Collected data

※

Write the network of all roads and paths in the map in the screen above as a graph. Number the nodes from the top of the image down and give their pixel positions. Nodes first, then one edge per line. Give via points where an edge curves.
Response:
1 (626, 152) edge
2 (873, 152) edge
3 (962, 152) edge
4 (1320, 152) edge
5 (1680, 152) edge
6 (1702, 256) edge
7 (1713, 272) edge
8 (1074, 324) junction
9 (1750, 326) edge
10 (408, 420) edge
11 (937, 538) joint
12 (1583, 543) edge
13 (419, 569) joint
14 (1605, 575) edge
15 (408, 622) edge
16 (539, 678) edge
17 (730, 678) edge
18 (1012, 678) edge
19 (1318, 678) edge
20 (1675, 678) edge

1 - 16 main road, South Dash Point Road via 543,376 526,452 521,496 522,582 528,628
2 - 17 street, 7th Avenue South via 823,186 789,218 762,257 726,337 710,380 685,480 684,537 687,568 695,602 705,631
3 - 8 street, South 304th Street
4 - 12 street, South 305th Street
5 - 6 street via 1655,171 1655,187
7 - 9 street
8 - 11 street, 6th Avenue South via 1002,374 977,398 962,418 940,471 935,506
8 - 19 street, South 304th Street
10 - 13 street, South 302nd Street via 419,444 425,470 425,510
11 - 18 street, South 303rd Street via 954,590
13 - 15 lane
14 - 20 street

※

WORK ORDER
You are asked to copy all of the entries above exactly.

SOLUTION FOR THIS PROBLEM
Write the network of all roads and paths in the map in the screen above as a graph. Number the nodes from the top of the image down and give their pixel positions. Nodes first, then one edge per line. Give via points where an edge curves.
Response:
1 (626, 152) edge
2 (873, 152) edge
3 (962, 152) edge
4 (1320, 152) edge
5 (1680, 152) edge
6 (1702, 256) edge
7 (1713, 272) edge
8 (1074, 324) junction
9 (1750, 326) edge
10 (408, 420) edge
11 (937, 538) joint
12 (1583, 543) edge
13 (419, 569) joint
14 (1605, 575) edge
15 (408, 622) edge
16 (539, 678) edge
17 (730, 678) edge
18 (1012, 678) edge
19 (1318, 678) edge
20 (1675, 678) edge

1 - 16 main road, South Dash Point Road via 543,376 526,452 521,496 522,582 528,628
2 - 17 street, 7th Avenue South via 823,186 789,218 762,257 726,337 710,380 685,480 684,537 687,568 695,602 705,631
3 - 8 street, South 304th Street
4 - 12 street, South 305th Street
5 - 6 street via 1655,171 1655,187
7 - 9 street
8 - 11 street, 6th Avenue South via 1002,374 977,398 962,418 940,471 935,506
8 - 19 street, South 304th Street
10 - 13 street, South 302nd Street via 419,444 425,470 425,510
11 - 18 street, South 303rd Street via 954,590
13 - 15 lane
14 - 20 street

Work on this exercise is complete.